(DATA EXCERPTS):
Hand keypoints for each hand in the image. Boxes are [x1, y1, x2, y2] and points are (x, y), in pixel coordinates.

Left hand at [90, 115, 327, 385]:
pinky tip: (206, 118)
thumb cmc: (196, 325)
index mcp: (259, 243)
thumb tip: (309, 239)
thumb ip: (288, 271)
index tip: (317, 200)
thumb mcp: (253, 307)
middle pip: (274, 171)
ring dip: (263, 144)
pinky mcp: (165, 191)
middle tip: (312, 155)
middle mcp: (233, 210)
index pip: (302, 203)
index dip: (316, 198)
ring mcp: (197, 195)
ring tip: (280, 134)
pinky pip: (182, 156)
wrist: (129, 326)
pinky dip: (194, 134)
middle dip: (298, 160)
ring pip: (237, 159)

(ASSIGNED TASK):
All lines above from the one containing "thumb cmc: (196, 325)" to the one containing "ring mcp: (197, 195)" must be repeated exactly, both lines included, and no others.

(TASK RESPONSE):
thumb cmc: (196, 325)
index mcp: (259, 243)
thumb tip: (309, 239)
thumb ip: (288, 271)
index tip: (317, 200)
thumb mcp: (253, 307)
middle pip: (274, 171)
ring dip: (263, 144)
pinky mcp: (165, 191)
middle tip: (312, 155)
middle mcp: (233, 210)
index pip: (302, 203)
index dip: (316, 198)
ring mcp: (197, 195)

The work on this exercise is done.